Stored items:
★ ★ ★ ★ ★ ★ ★
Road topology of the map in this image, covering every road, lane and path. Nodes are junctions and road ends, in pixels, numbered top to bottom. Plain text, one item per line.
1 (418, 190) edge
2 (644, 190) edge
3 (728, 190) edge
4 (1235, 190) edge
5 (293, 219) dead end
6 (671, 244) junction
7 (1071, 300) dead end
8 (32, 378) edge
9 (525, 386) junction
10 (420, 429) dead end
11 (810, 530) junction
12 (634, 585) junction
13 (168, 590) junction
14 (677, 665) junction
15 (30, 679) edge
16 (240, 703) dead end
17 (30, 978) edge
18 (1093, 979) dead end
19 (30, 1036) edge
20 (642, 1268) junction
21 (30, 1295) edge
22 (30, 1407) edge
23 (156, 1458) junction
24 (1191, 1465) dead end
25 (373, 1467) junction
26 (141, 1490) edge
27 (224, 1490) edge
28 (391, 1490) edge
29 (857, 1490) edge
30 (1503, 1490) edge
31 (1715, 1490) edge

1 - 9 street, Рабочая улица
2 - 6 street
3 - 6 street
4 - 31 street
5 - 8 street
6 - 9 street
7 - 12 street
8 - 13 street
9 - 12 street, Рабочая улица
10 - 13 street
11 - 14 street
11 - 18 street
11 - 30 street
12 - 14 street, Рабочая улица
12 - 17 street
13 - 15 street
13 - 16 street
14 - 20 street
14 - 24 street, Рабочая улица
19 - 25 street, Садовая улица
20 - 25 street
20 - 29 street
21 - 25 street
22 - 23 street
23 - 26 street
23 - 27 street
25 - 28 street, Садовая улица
★ ★ ★ ★ ★ ★ ★
**Task details**
Repeat the data in full. Nothing may be dropped or altered.

**Result of the exercise**
Road topology of the map in this image, covering every road, lane and path. Nodes are junctions and road ends, in pixels, numbered top to bottom. Plain text, one item per line.
1 (418, 190) edge
2 (644, 190) edge
3 (728, 190) edge
4 (1235, 190) edge
5 (293, 219) dead end
6 (671, 244) junction
7 (1071, 300) dead end
8 (32, 378) edge
9 (525, 386) junction
10 (420, 429) dead end
11 (810, 530) junction
12 (634, 585) junction
13 (168, 590) junction
14 (677, 665) junction
15 (30, 679) edge
16 (240, 703) dead end
17 (30, 978) edge
18 (1093, 979) dead end
19 (30, 1036) edge
20 (642, 1268) junction
21 (30, 1295) edge
22 (30, 1407) edge
23 (156, 1458) junction
24 (1191, 1465) dead end
25 (373, 1467) junction
26 (141, 1490) edge
27 (224, 1490) edge
28 (391, 1490) edge
29 (857, 1490) edge
30 (1503, 1490) edge
31 (1715, 1490) edge

1 - 9 street, Рабочая улица
2 - 6 street
3 - 6 street
4 - 31 street
5 - 8 street
6 - 9 street
7 - 12 street
8 - 13 street
9 - 12 street, Рабочая улица
10 - 13 street
11 - 14 street
11 - 18 street
11 - 30 street
12 - 14 street, Рабочая улица
12 - 17 street
13 - 15 street
13 - 16 street
14 - 20 street
14 - 24 street, Рабочая улица
19 - 25 street, Садовая улица
20 - 25 street
20 - 29 street
21 - 25 street
22 - 23 street
23 - 26 street
23 - 27 street
25 - 28 street, Садовая улица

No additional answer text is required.